Accordingly, I would, were it necessary to do so, waive any defects in the present petition and, subject to consideration of discretionary matters, regard it as open to me to make an order for winding-up on the existing petition.
The district judge did not do that. The primary ground for his decision was that he accepted Mr. Whitaker's submissions that he had no jurisdiction. That being so, having taken the view that he had no jurisdiction he clearly could not exercise it.
He did go on to consider (obiter, I think) in paragraph 15 as follows:
"In addition, even if I were satisfied that I did have a discretion to make the order sought and assuming, as is submitted on behalf of the Applicant, it is a wide discretion, I am not persuaded that it would be an appropriate exercise of any such discretion to make the order sought since no or no good explanation has been given as to why the explicit statutory process has not been followed in this case. In addition, such an order, if made, is likely to be highly prejudicial to a significant body of creditors paid over eighteen months ago and who may as a result now be subject to stale claims to pay the monies back, as I say, after such a long period of time."
It seems to me that the district judge erred in approaching the matter in that way. When he said that no good explanation had been given as to why the statutory process had not been followed, it seems to me perfectly clear that the explanation is obvious that the liquidator would not then be able to pray in aid section 127 back to the date of presentation of the suspended petition. That, as I have said, is a proper consideration.
As to the prejudice caused to a significant body of creditors, as I have said, a number of the potentially challengeable payments obviously are or may be payments in the ordinary course of business which are unlikely to be disturbed, but there are others which are not. If there are proper claims, Parliament must have intended them to be retained by suspension of the petition rather than its dismissal, and it is not incumbent upon the administrator or myself to adopt or impose a course which would take that away. It is not a proper discretionary factor against the exercise of the power which I have found that the court has.

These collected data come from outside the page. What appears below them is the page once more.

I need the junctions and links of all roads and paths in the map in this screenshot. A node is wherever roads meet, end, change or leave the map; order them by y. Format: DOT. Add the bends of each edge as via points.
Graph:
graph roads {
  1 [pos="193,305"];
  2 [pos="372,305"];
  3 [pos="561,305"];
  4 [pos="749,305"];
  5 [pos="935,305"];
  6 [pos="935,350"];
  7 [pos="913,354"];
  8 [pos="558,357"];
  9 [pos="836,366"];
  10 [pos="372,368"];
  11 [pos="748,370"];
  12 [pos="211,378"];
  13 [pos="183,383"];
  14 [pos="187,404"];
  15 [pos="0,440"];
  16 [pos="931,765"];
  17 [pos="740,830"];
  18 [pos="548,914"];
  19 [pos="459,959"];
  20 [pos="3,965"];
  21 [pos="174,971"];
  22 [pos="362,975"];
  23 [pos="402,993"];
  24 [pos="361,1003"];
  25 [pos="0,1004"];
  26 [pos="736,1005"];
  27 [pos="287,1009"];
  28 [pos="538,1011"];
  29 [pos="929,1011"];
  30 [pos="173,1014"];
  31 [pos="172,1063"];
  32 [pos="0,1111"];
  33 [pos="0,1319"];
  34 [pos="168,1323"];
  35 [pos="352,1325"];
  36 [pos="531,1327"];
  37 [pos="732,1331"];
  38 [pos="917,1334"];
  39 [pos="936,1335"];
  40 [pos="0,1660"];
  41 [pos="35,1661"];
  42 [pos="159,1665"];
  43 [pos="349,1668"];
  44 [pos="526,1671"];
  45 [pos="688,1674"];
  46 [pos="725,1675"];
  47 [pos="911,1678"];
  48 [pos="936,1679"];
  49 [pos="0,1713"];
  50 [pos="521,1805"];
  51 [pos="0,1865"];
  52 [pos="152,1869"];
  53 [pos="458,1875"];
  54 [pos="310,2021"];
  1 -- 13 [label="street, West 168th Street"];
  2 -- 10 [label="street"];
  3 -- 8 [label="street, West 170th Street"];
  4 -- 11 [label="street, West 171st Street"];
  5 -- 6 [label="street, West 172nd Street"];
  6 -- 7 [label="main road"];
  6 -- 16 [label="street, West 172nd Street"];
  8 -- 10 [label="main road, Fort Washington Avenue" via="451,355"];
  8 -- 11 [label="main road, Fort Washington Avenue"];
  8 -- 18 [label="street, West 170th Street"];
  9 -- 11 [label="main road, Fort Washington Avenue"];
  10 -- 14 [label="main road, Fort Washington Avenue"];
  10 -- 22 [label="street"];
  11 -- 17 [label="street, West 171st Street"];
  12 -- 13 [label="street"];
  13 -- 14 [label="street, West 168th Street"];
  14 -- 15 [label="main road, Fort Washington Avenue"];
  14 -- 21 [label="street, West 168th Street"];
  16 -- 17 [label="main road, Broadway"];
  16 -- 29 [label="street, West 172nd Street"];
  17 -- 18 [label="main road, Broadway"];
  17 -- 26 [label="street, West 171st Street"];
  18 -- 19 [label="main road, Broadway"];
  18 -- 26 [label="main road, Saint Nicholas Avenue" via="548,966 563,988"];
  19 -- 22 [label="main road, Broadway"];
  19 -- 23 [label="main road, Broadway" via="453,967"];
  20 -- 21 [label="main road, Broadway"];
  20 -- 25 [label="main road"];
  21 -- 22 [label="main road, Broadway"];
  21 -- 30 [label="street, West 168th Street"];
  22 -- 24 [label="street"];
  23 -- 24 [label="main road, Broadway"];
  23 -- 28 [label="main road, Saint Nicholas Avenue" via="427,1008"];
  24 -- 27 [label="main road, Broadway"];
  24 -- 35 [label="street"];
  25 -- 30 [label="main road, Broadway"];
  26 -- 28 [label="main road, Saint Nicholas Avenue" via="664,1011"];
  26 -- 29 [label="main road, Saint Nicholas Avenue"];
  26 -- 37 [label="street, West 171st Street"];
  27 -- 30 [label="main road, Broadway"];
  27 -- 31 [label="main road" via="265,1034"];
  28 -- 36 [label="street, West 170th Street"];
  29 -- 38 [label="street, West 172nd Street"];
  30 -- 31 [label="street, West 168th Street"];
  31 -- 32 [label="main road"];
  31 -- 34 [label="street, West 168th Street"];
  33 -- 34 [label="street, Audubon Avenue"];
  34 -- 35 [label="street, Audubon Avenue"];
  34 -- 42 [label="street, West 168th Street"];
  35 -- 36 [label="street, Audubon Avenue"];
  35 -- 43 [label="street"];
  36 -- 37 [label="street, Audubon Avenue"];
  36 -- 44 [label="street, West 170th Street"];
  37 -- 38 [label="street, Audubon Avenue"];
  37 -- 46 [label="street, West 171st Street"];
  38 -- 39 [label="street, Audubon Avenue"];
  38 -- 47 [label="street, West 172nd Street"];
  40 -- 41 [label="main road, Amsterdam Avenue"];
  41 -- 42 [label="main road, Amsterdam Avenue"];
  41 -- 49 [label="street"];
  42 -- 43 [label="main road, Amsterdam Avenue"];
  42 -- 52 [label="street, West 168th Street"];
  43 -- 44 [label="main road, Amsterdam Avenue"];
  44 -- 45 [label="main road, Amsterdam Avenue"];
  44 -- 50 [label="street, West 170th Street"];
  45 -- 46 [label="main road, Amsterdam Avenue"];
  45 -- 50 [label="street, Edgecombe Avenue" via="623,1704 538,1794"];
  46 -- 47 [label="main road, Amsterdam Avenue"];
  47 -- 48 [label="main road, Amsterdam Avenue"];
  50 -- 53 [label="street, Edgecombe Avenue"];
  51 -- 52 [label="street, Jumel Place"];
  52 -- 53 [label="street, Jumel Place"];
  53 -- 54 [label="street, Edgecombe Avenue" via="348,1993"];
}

In all the circumstances it does seem to me that this court ought to recognise that Parliament must have intended to keep the petition in being for a reason and one of the reasons is so that an order might be made on the suspended petition, taking advantage of the doctrine of relation back, despite any objections of the Petitioner.
The court is seized of the petition. The company is plainly insolvent and it ought to be put into liquidation now and not at some future time after further costs and expenses have been incurred dealing with substitutions and the like. Accordingly, I will allow the appeal and grant a winding-up order upon the petition, waiving all procedural requirements that have not otherwise been complied with.
I will now hear counsel on consequential matters.